Democracias são abaladas antes de eleições fundamentais na América Latina
Uma tentativa de assassinato na Argentina e surtos de violência eleitoral no Brasil surgiram como os mais recentes sinais de crescente descontentamento político na América Latina, criando um ambiente traiçoeiro para ocupantes de cargos públicos de todos os tipos.
A arena política da América Latina se intensificou com as consequências da pandemia, guerra na Ucrânia, inflação em espiral e temores de recessão global.
Todas essas dificuldades atingiram os bolsos dos eleitores em uma das regiões mais desiguais do mundo, gerando tensões políticas mais profundas antes de eleições fundamentais e ameaçando a própria democracia em alguns países.
“Há muito mais extremismo”, disse a pesquisadora argentina independente Mariel Fornoni, referindo-se ao atual estado da política na América Latina. “E acho que isso reflete a incapacidade de muitos governos de atender às demandas dos cidadãos.”
Enquanto o presidente de centro-esquerda da Argentina, Alberto Fernández, luta para conter a inflação galopante, que se aproxima de 100% este ano, e com o presidente de esquerda chileno, Gabriel Boric, lambendo suas feridas depois que a proposta de Constituição progressista de seu país foi rejeitada em um referendo, a oposição de direita endureceu em ambos os países.

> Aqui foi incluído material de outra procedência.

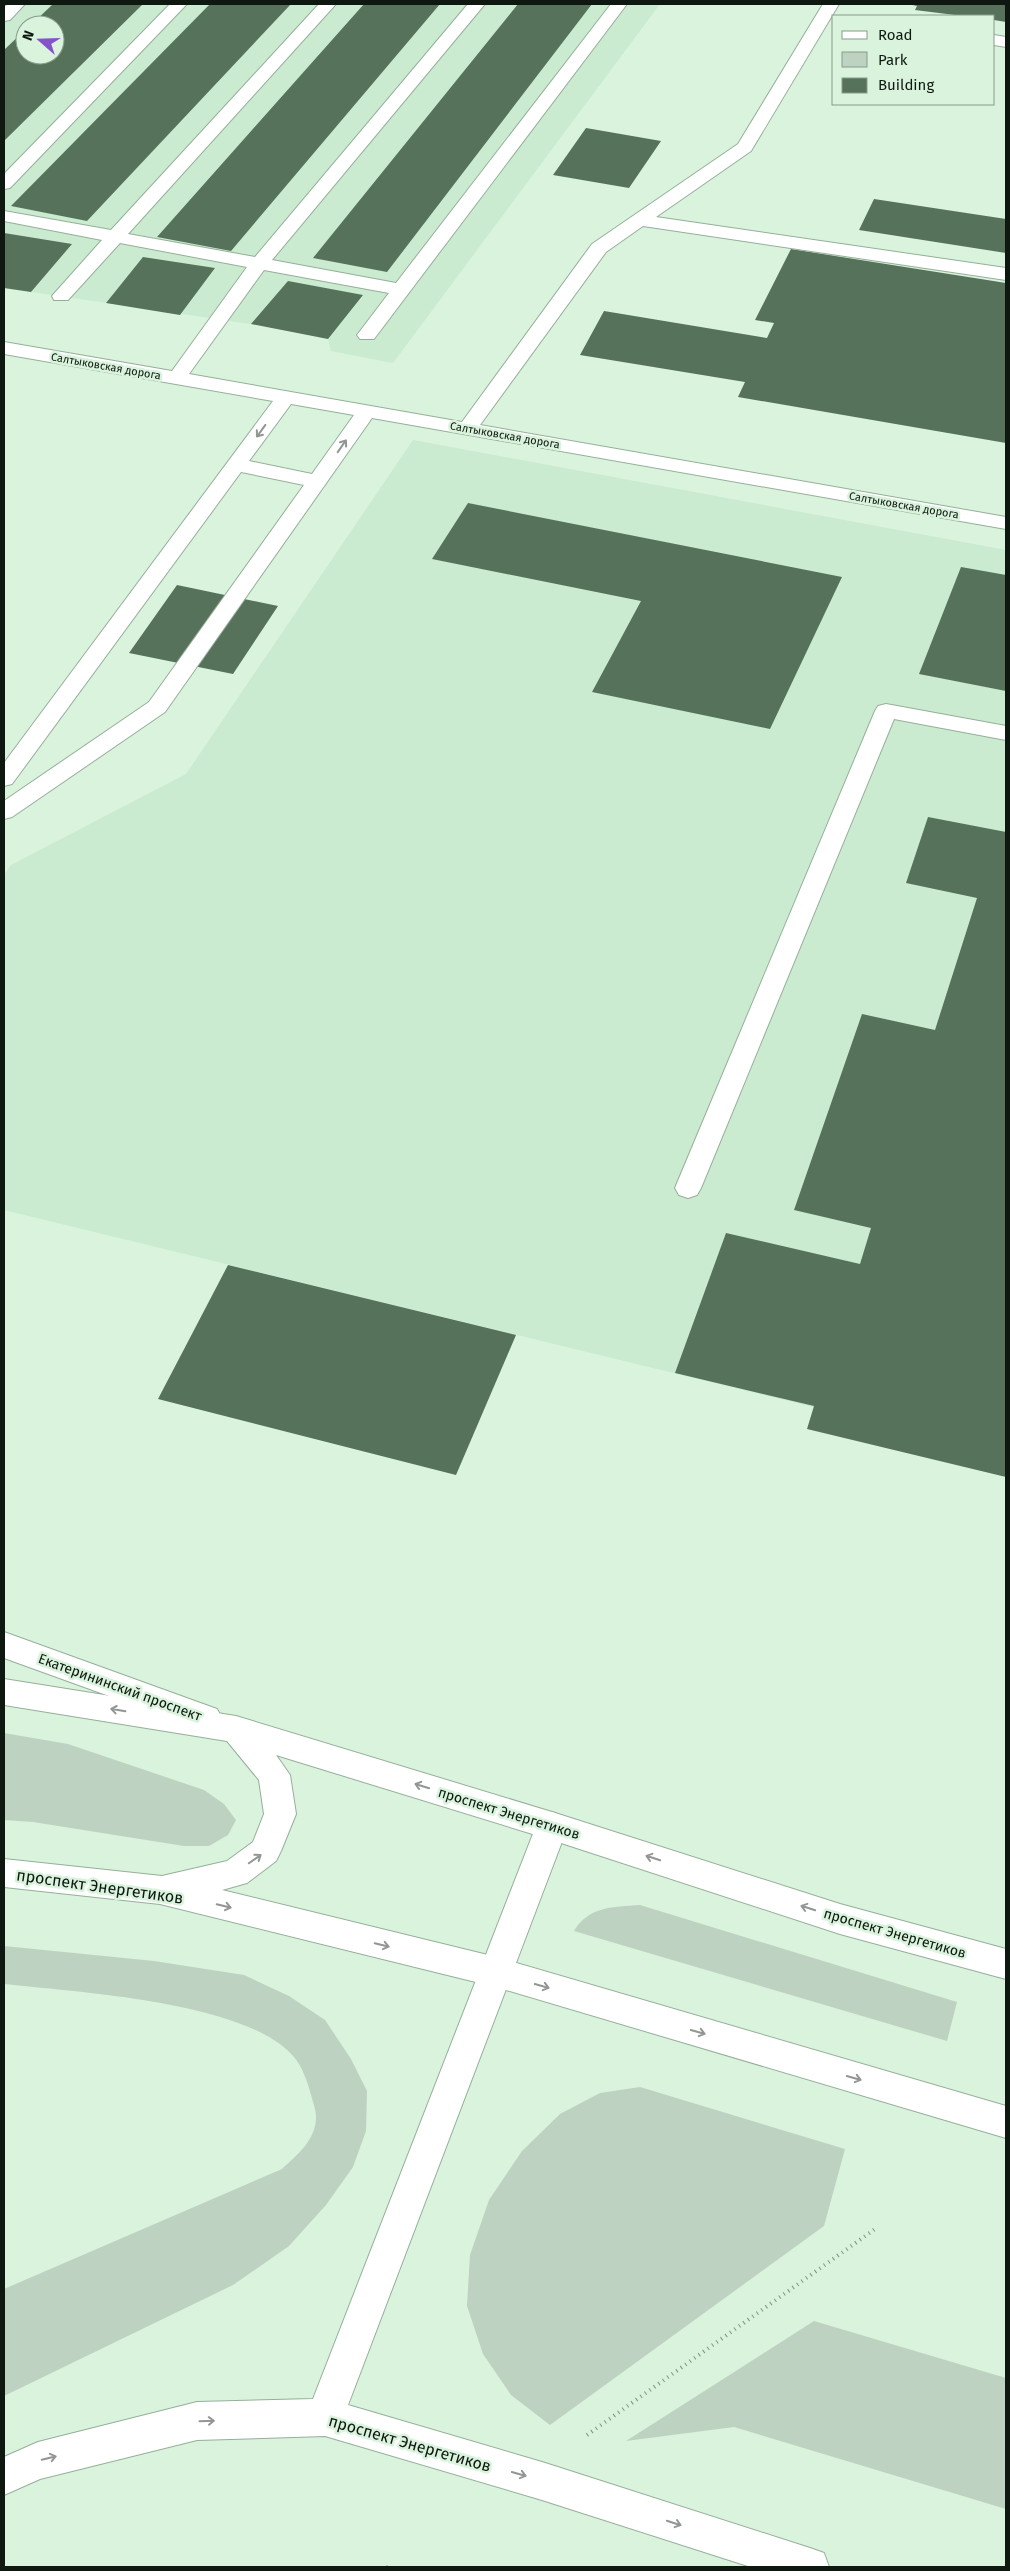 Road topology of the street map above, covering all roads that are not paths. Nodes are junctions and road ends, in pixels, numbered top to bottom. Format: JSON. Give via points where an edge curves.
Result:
{"nodes":[{"id":1,"x":17,"y":4,"type":"edge"},
{"id":2,"x":179,"y":4,"type":"edge"},
{"id":3,"x":328,"y":4,"type":"edge"},
{"id":4,"x":477,"y":4,"type":"edge"},
{"id":5,"x":619,"y":4,"type":"edge"},
{"id":6,"x":829,"y":12,"type":"edge"},
{"id":7,"x":4,"y":16,"type":"edge"},
{"id":8,"x":4,"y":184,"type":"edge"},
{"id":9,"x":4,"y":216,"type":"edge"},
{"id":10,"x":640,"y":220,"type":"junction"},
{"id":11,"x":115,"y":237,"type":"junction"},
{"id":12,"x":259,"y":264,"type":"junction"},
{"id":13,"x":1006,"y":274,"type":"edge"},
{"id":14,"x":401,"y":290,"type":"junction"},
{"id":15,"x":61,"y":296,"type":"dead end"},
{"id":16,"x":367,"y":335,"type":"dead end"},
{"id":17,"x":4,"y":348,"type":"edge"},
{"id":18,"x":177,"y":378,"type":"junction"},
{"id":19,"x":286,"y":397,"type":"junction"},
{"id":20,"x":367,"y":411,"type":"junction"},
{"id":21,"x":468,"y":429,"type":"junction"},
{"id":22,"x":236,"y":465,"type":"junction"},
{"id":23,"x":318,"y":481,"type":"junction"},
{"id":24,"x":1006,"y":523,"type":"edge"},
{"id":25,"x":1006,"y":733,"type":"edge"},
{"id":26,"x":4,"y":779,"type":"edge"},
{"id":27,"x":4,"y":812,"type":"edge"},
{"id":28,"x":688,"y":1188,"type":"dead end"},
{"id":29,"x":4,"y":1645,"type":"edge"},
{"id":30,"x":4,"y":1692,"type":"edge"},
{"id":31,"x":236,"y":1729,"type":"junction"},
{"id":32,"x":552,"y":1826,"type":"junction"},
{"id":33,"x":4,"y":1873,"type":"edge"},
{"id":34,"x":160,"y":1890,"type":"junction"},
{"id":35,"x":1006,"y":1964,"type":"edge"},
{"id":36,"x":496,"y":1972,"type":"junction"},
{"id":37,"x":1006,"y":2122,"type":"edge"},
{"id":38,"x":325,"y":2417,"type":"junction"},
{"id":39,"x":4,"y":2476,"type":"edge"},
{"id":40,"x":810,"y":2567,"type":"edge"}],
"edges":[{"from":1,"to":7,"type":"street"},
{"from":2,"to":8,"type":"street"},
{"from":3,"to":11,"type":"street"},
{"from":4,"to":12,"type":"street"},
{"from":5,"to":14,"type":"street"},
{"from":6,"to":10,"type":"street","via":[[745,147]]},
{"from":9,"to":11,"type":"street"},
{"from":10,"to":13,"type":"street"},
{"from":10,"to":21,"type":"street","via":[[598,248]]},
{"from":11,"to":12,"type":"street"},
{"from":11,"to":15,"type":"street"},
{"from":12,"to":14,"type":"street"},
{"from":12,"to":18,"type":"street"},
{"from":14,"to":16,"type":"street"},
{"from":17,"to":18,"type":"street","name":"Салтыковская дорога"},
{"from":18,"to":19,"type":"street","name":"Салтыковская дорога"},
{"from":19,"to":20,"type":"street","name":"Салтыковская дорога"},
{"from":19,"to":22,"type":"street","one_way":true},
{"from":20,"to":21,"type":"street","name":"Салтыковская дорога"},
{"from":23,"to":20,"type":"street","one_way":true},
{"from":21,"to":24,"type":"street","name":"Салтыковская дорога"},
{"from":22,"to":23,"type":"street"},
{"from":22,"to":26,"type":"street"},
{"from":23,"to":27,"type":"street","via":[[158,707]]},
{"from":25,"to":28,"type":"street","via":[[886,711]]},
{"from":29,"to":31,"type":"street","name":"Екатерининский проспект"},
{"from":31,"to":30,"type":"street","name":"проспект Энергетиков","one_way":true},
{"from":32,"to":31,"type":"street","name":"проспект Энергетиков","one_way":true},
{"from":34,"to":31,"type":"street","one_way":true,"via":[[235,1872],[265,1851],[280,1814],[274,1775]]},
{"from":35,"to":32,"type":"street","name":"проспект Энергетиков","one_way":true,"via":[[840,1919]]},
{"from":32,"to":36,"type":"street"},
{"from":33,"to":34,"type":"street","name":"проспект Энергетиков"},
{"from":34,"to":36,"type":"street","name":"проспект Энергетиков","one_way":true},
{"from":36,"to":37,"type":"street","name":"проспект Энергетиков","one_way":true},
{"from":36,"to":38,"type":"street"},
{"from":39,"to":38,"type":"street","name":"проспект Энергетиков","one_way":true,"via":[[38,2461],[197,2421]]},
{"from":38,"to":40,"type":"street","name":"проспект Энергетиков","one_way":true,"via":[[542,2481]]}]}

Da mesma forma, nas próximas eleições no Brasil, onde o ex-presidente Luiz Inácio Lula da Silva (PT) é o favorito, a base fiel ao atual presidente, Jair Bolsonaro (PL), pode plantar sementes para uma oposição linha-dura que enfrentaria Lula desde o primeiro dia.
Carlos Alvarado, ex-presidente de centro-esquerda da Costa Rica, disse em uma entrevista que a polarização é uma tendência em toda a região de língua espanhola e portuguesa.
“As mensagens mais simplistas, incluindo as populistas, chamam nossa atenção e realmente despertam as emoções das pessoas em um contexto onde há um alto nível de frustração, incerteza, desigualdade e inflação”, disse ele. “Neste momento, um apelo à conciliação ou negociação não costuma ganhar tanto apoio.”
Os tropeços do governo peronista da Argentina destacaram a política “grieta”, palavra espanhola que significa literalmente “fissura”, muitas vezes usada como abreviação para a política cada vez mais polarizada do país.
Recriminações sobre a aparente tentativa de assassinato no início deste mês de Cristina Fernández de Kirchner, uma ex-presidente esquerdista que atualmente atua como vice-presidente, apenas agravou as divisões.
Democracias em perigo
Os eleitores no dividido Brasil enfrentam uma escolha durante o primeiro turno da eleição de 2 de outubro entre Bolsonaro e Lula, embora vários candidatos com menor intenção de voto também estejam na mistura.
Lula fez alguns acenos para o centro, incluindo um ex-rival de centro-direita como seu companheiro de chapa que, segundo assessores, poderia conduzir a política econômica se ele vencer.
A reta final da campanha foi marcada pela violência política, incluindo dois assassinatos. Há dois anos, Bolsonaro, assim como o ex-presidente dos Estados Unidos Donald Trump, sugeriu que só pode perder se houver fraude eleitoral maciça.
No Peru, o presidente de esquerda Pedro Castillo, que assumiu o cargo há pouco mais de um ano, está lutando contra uma investigação de corrupção em meio a índices de aprovação em queda.
E na Colômbia, embora o resultado do segundo turno presidencial de junho tenha sido pacífico, os dois principais candidatos, incluindo o vitorioso presidente de esquerda Gustavo Petro, relataram ter sido alvo de ameaças violentas durante a campanha.
Os governos autoritários de Cuba, Venezuela e Nicarágua são assolados por divisões mais básicas, com críticos atacando a repressão e a ausência de direitos democráticos básicos.
El Salvador e Guatemala, dizem os críticos, são mais dois países da América Central cujas democracias estão ameaçadas.